Philip K. Dick : Radio libre Albemuth
(Radio free Albemuth, 1985)
roman de Science-Fiction à l'origine de Siva
- par ailleurs :
À l'heure où la commission nationale pour la communication et les libertés fait semblant de nettoyer un paysage radiophonique singulièrement sirupeux, cette œuvre de Philip K. Dick vient heureusement nous rappeler ce qu'est une véritable radio libre. Pas cette chienlit sonore qui s'infuse sournoisement à travers l'occiput, mais la véritable perturbation. Le trouble. La remise en question des idées reçues. En premier lieu lorsqu'un auteur change de fréquence, sa littérature bascule. D'objet elle devient sujet. Toutes ses émissions antérieures mal captées cessent de former un bruit de fond pour s'inscrire dans un canal privilégié. Au lieu d'interférer raisonnablement avec le réel, ce qu'on percevait jusqu'alors en tant que brouillage s'affirme comme un véritable message venu des profondeurs.
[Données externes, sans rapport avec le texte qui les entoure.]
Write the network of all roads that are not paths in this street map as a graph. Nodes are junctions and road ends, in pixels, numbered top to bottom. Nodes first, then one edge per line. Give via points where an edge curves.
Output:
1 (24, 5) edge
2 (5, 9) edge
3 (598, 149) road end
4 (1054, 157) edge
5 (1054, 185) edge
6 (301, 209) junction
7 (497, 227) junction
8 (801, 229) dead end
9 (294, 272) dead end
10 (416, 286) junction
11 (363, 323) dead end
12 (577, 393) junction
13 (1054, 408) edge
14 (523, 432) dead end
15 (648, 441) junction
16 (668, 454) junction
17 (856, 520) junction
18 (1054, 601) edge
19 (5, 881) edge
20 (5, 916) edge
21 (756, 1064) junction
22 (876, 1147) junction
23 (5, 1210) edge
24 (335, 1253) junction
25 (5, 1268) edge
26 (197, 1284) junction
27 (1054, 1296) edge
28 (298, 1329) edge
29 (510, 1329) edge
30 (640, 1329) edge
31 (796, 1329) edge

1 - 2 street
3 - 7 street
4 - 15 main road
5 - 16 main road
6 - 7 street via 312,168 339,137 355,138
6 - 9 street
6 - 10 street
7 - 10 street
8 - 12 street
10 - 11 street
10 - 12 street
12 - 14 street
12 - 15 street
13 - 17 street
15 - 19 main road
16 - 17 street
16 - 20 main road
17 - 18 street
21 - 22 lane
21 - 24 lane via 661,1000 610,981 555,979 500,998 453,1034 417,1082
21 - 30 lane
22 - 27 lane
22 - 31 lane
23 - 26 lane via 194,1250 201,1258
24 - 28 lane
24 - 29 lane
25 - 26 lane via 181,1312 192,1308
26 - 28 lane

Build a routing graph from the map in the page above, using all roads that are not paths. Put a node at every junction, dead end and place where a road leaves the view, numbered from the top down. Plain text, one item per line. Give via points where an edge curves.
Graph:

Nous l'allons montrer tout à l'heure.
Le roman commence à la manière de ces récits improvisés, où le conteur s'engage dans une confidence à propos d'un tiers, pour dissimuler qu'il s'agit de sa propre histoire. Je connais un certain Nicholas Brady, commence Dick en personne, un ancien gauchiste de Berkeley qui reçoit des messages par ondes mentales, en grec ancien version Koïnê. Ces textes révolutionnaires incitent à la résistance envers Ferris F. Fremont, le dictateur élu des États-Unis. Leur origine, Siva, une entité qui émet en direct depuis un satellite géomobile. Elle voudrait que mes romans servent de tracts pour inciter à la lutte armée.
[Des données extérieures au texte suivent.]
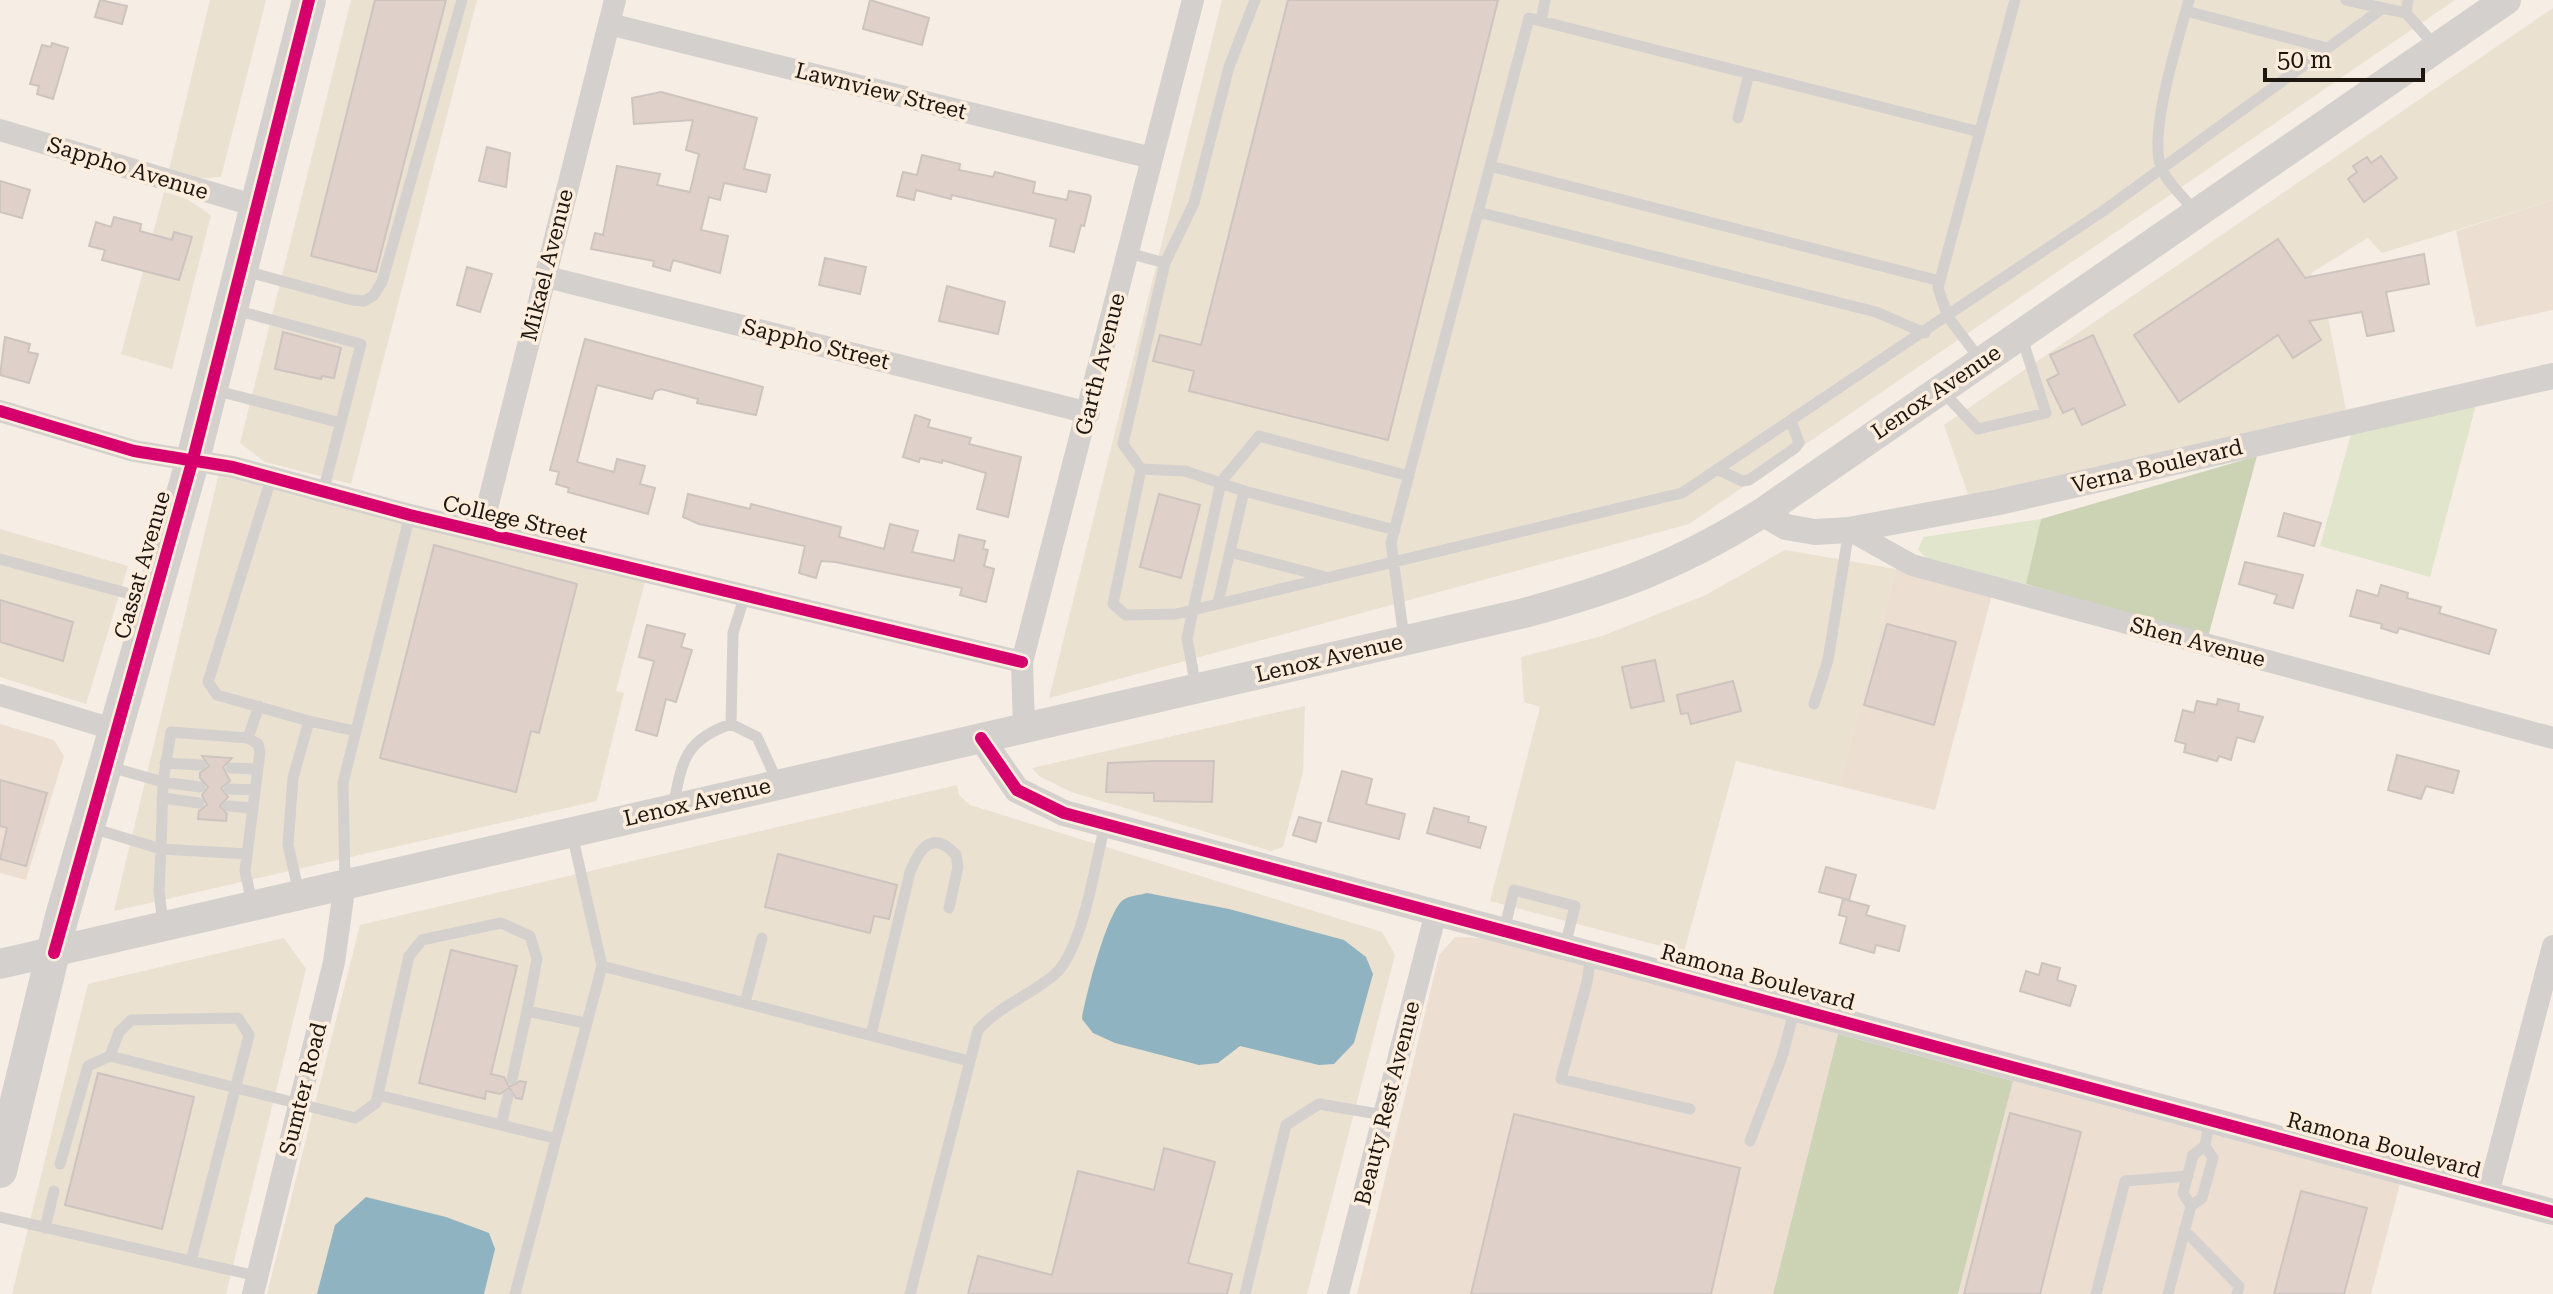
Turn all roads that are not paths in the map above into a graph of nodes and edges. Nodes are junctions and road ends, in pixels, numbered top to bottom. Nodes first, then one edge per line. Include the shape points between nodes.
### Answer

Puis le nommé Brady émet à son tour. Il pense que Phil Dick a découvert l'origine des messages : les États portugais d'Amérique, une nation parallèle qui a opéré une percée scientifique dans le domaine de la religiosité. Les Siva communiquent par fil ; ils ont un objectif rétractable à la place des yeux et disparaissent quand ils le rentrent.
Des témoignages alternés de Dick et de Brady naît la grande persécution. Mais comment entrer en lutte contre l'implacable organisation du dictateur Fremont, lui-même télécommandé par les puissances communistes ? Surtout lorsque toutes les fréquences de la bande FM sont occupées par les forces du Mal.
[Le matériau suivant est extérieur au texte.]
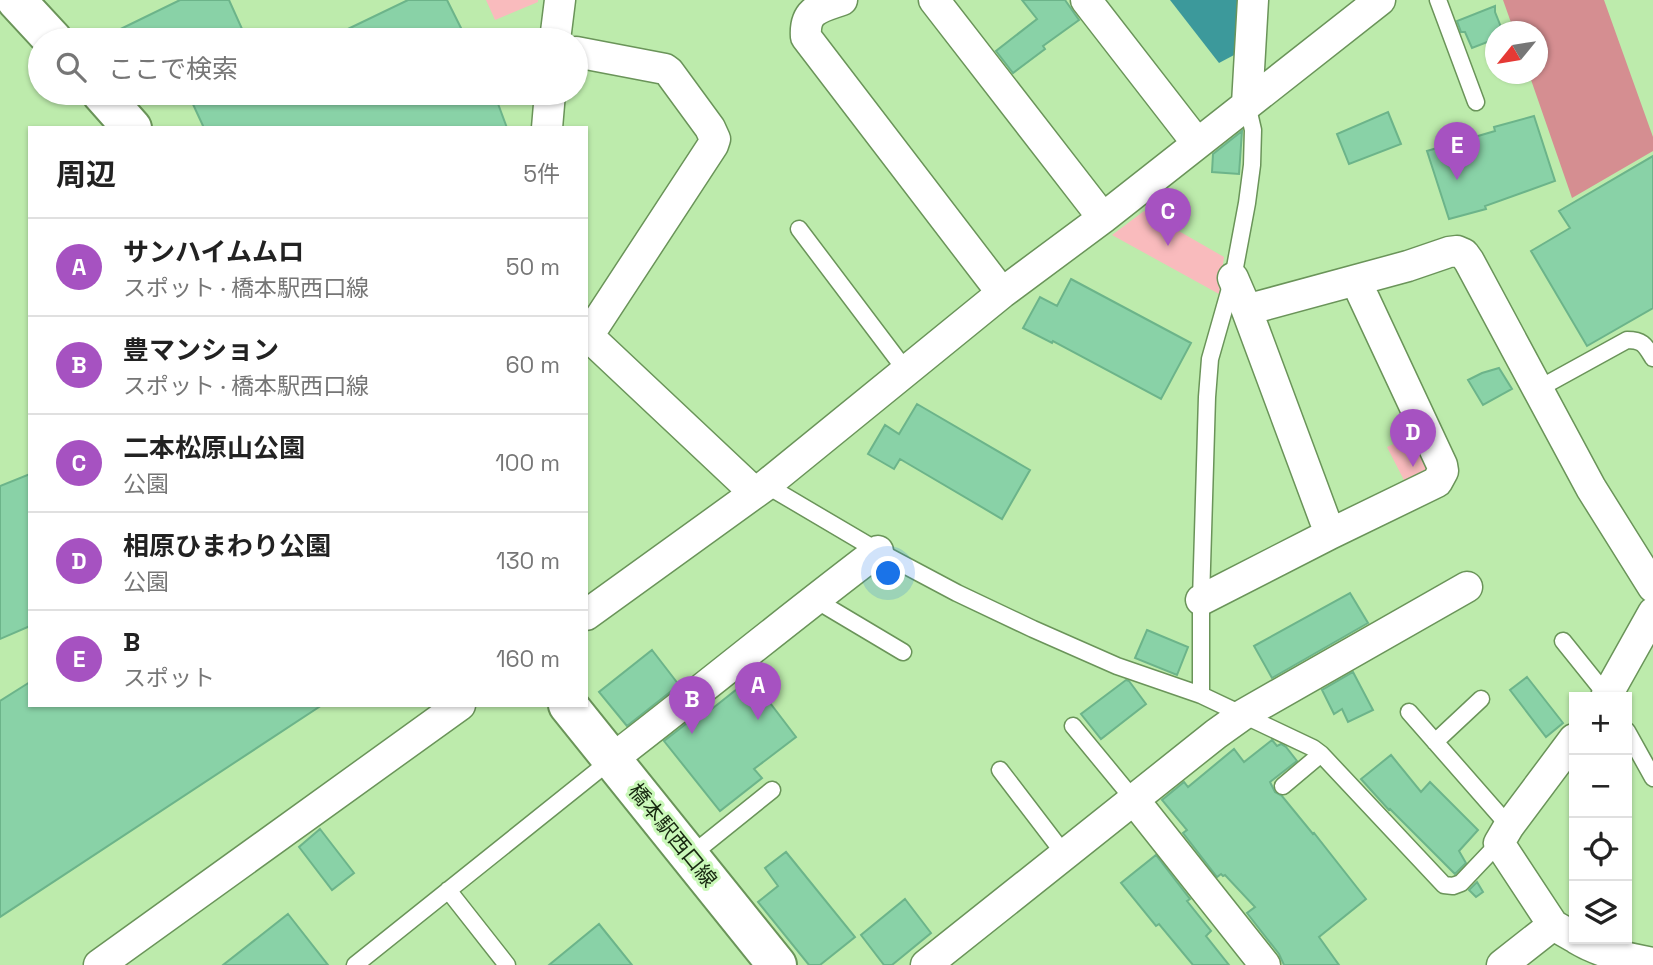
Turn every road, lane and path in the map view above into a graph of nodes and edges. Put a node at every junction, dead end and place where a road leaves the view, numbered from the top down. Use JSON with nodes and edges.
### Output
{"nodes":[{"id":1,"x":16,"y":0,"type":"edge"},
{"id":2,"x":560,"y":0,"type":"edge"},
{"id":3,"x":842,"y":0,"type":"edge"},
{"id":4,"x":934,"y":0,"type":"edge"},
{"id":5,"x":1086,"y":0,"type":"edge"},
{"id":6,"x":1253,"y":0,"type":"edge"},
{"id":7,"x":1380,"y":0,"type":"edge"},
{"id":8,"x":1438,"y":0,"type":"edge"},
{"id":9,"x":42,"y":28,"type":"edge"},
{"id":10,"x":556,"y":28,"type":"edge"},
{"id":11,"x":588,"y":54,"type":"edge"},
{"id":12,"x":1476,"y":102,"type":"dead end"},
{"id":13,"x":1247,"y":103,"type":"junction"},
{"id":14,"x":112,"y":105,"type":"edge"},
{"id":15,"x":549,"y":105,"type":"edge"},
{"id":16,"x":130,"y":126,"type":"edge"},
{"id":17,"x":547,"y":126,"type":"edge"},
{"id":18,"x":1197,"y":143,"type":"junction"},
{"id":19,"x":1103,"y":218,"type":"junction"},
{"id":20,"x":799,"y":229,"type":"dead end"},
{"id":21,"x":814,"y":249,"type":"junction"},
{"id":22,"x":800,"y":259,"type":"dead end"},
{"id":23,"x":1233,"y":278,"type":"junction"},
{"id":24,"x":1356,"y":281,"type":"junction"},
{"id":25,"x":1002,"y":293,"type":"junction"},
{"id":26,"x":1246,"y":308,"type":"junction"},
{"id":27,"x":588,"y":333,"type":"edge"},
{"id":28,"x":588,"y":336,"type":"edge"},
{"id":29,"x":1653,"y":358,"type":"edge"},
{"id":30,"x":908,"y":372,"type":"junction"},
{"id":31,"x":1538,"y":389,"type":"junction"},
{"id":32,"x":761,"y":489,"type":"junction"},
{"id":33,"x":1330,"y":534,"type":"junction"},
{"id":34,"x":878,"y":551,"type":"junction"},
{"id":35,"x":1467,"y":587,"type":"dead end"},
{"id":36,"x":1653,"y":587,"type":"edge"},
{"id":37,"x":814,"y":600,"type":"junction"},
{"id":38,"x":1201,"y":600,"type":"junction"},
{"id":39,"x":1653,"y":613,"type":"edge"},
{"id":40,"x":588,"y":614,"type":"edge"},
{"id":41,"x":1563,"y":641,"type":"dead end"},
{"id":42,"x":902,"y":652,"type":"dead end"},
{"id":43,"x":1603,"y":692,"type":"edge"},
{"id":44,"x":1610,"y":692,"type":"edge"},
{"id":45,"x":1201,"y":695,"type":"junction"},
{"id":46,"x":1481,"y":699,"type":"dead end"},
{"id":47,"x":457,"y":707,"type":"edge"},
{"id":48,"x":570,"y":707,"type":"edge"},
{"id":49,"x":1409,"y":712,"type":"dead end"},
{"id":50,"x":1244,"y":714,"type":"junction"},
{"id":51,"x":1073,"y":726,"type":"dead end"},
{"id":52,"x":1632,"y":740,"type":"edge"},
{"id":53,"x":1435,"y":741,"type":"junction"},
{"id":54,"x":1569,"y":746,"type":"edge"},
{"id":55,"x":1321,"y":754,"type":"junction"},
{"id":56,"x":611,"y":760,"type":"junction"},
{"id":57,"x":1000,"y":770,"type":"dead end"},
{"id":58,"x":1653,"y":778,"type":"edge"},
{"id":59,"x":1283,"y":786,"type":"dead end"},
{"id":60,"x":772,"y":790,"type":"dead end"},
{"id":61,"x":1134,"y":800,"type":"junction"},
{"id":62,"x":1504,"y":834,"type":"junction"},
{"id":63,"x":1065,"y":855,"type":"junction"},
{"id":64,"x":690,"y":856,"type":"junction"},
{"id":65,"x":448,"y":890,"type":"junction"},
{"id":66,"x":1568,"y":933,"type":"edge"},
{"id":67,"x":1653,"y":964,"type":"edge"},
{"id":68,"x":99,"y":965,"type":"edge"},
{"id":69,"x":355,"y":965,"type":"edge"},
{"id":70,"x":507,"y":965,"type":"edge"},
{"id":71,"x":778,"y":965,"type":"edge"},
{"id":72,"x":926,"y":965,"type":"edge"},
{"id":73,"x":1265,"y":965,"type":"edge"},
{"id":74,"x":1502,"y":965,"type":"edge"}],
"edges":[{"from":1,"to":9,"type":"street"},
{"from":2,"to":10,"type":"street"},
{"from":3,"to":25,"type":"street"},
{"from":4,"to":19,"type":"street"},
{"from":5,"to":18,"type":"street"},
{"from":6,"to":13,"type":"street"},
{"from":7,"to":13,"type":"street"},
{"from":8,"to":12,"type":"lane"},
{"from":11,"to":27,"type":"street"},
{"from":13,"to":18,"type":"street"},
{"from":13,"to":23,"type":"lane"},
{"from":14,"to":16,"type":"street"},
{"from":15,"to":17,"type":"street"},
{"from":18,"to":19,"type":"street"},
{"from":19,"to":25,"type":"street"},
{"from":20,"to":21,"type":"lane"},
{"from":21,"to":22,"type":"lane"},
{"from":21,"to":30,"type":"lane"},
{"from":23,"to":26,"type":"street"},
{"from":23,"to":38,"type":"lane"},
{"from":24,"to":26,"type":"street"},
{"from":24,"to":31,"type":"street"},
{"from":24,"to":33,"type":"street"},
{"from":25,"to":30,"type":"street"},
{"from":26,"to":33,"type":"street"},
{"from":28,"to":32,"type":"street"},
{"from":29,"to":31,"type":"lane"},
{"from":30,"to":32,"type":"street"},
{"from":31,"to":36,"type":"street"},
{"from":32,"to":34,"type":"lane"},
{"from":32,"to":40,"type":"street"},
{"from":33,"to":38,"type":"street"},
{"from":34,"to":37,"type":"street"},
{"from":34,"to":45,"type":"lane"},
{"from":35,"to":50,"type":"street"},
{"from":37,"to":42,"type":"lane"},
{"from":37,"to":56,"type":"street"},
{"from":38,"to":45,"type":"lane"},
{"from":39,"to":44,"type":"street"},
{"from":41,"to":43,"type":"lane"},
{"from":45,"to":50,"type":"lane"},
{"from":46,"to":53,"type":"lane"},
{"from":47,"to":68,"type":"street"},
{"from":48,"to":56,"type":"street","name":"橋本駅西口線"},
{"from":49,"to":53,"type":"lane"},
{"from":50,"to":55,"type":"lane"},
{"from":50,"to":61,"type":"street"},
{"from":51,"to":61,"type":"lane"},
{"from":52,"to":58,"type":"lane"},
{"from":53,"to":62,"type":"lane"},
{"from":54,"to":62,"type":"street"},
{"from":55,"to":59,"type":"lane"},
{"from":55,"to":62,"type":"lane"},
{"from":56,"to":64,"type":"street","name":"橋本駅西口線"},
{"from":56,"to":65,"type":"lane"},
{"from":57,"to":63,"type":"lane"},
{"from":60,"to":64,"type":"lane"},
{"from":61,"to":63,"type":"street"},
{"from":61,"to":73,"type":"street"},
{"from":62,"to":66,"type":"street"},
{"from":63,"to":72,"type":"street"},
{"from":64,"to":71,"type":"street","name":"橋本駅西口線"},
{"from":65,"to":69,"type":"lane"},
{"from":65,"to":70,"type":"lane"},
{"from":66,"to":67,"type":"street"},
{"from":66,"to":74,"type":"street"}]}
Ce récit frénétique à deux voix, écrit en douze jours, nous plonge à chaud dans la folie. Avec, pour corollaire, cette fissure secrète de la personnalité dickienne qui l'incitera plus tard à décrire la filature du héros de Substance mort [ 1 ] [ 2 ] par un dédoublement de sa projection romanesque.
La loi veut que les œuvres posthumes aient un aspect mineur. Radio libre Albemuth n'y déroge pas. Mais ce qui est mineur chez Dick peut servir à exploiter sa carrière. Ce roman livre quelques clefs sur la radicale transformation qui s'est opérée chez lui entre Coulez mes larmes, dit le policier et Siva. Une gangrène mystique ronge l'être jusque dans ses assises et la Science-Fiction devient manuel de psychopathologie. Réinventer l'art brut à cinquante ans n'est pas à la portée de n'importe qui. Seul un écrivain qui possède deux hémisphères parallèles ose s'y risquer.
À cela s'ajoute un détail insolite : le style haché menu de Phil K. en version originale devient prose fluide dans la traduction d'Emmanuel Jouanne. Réglez votre récepteur sur Radio libre Albemuth, la seule station qui vous fait assister en direct à la montée de la paranoïa.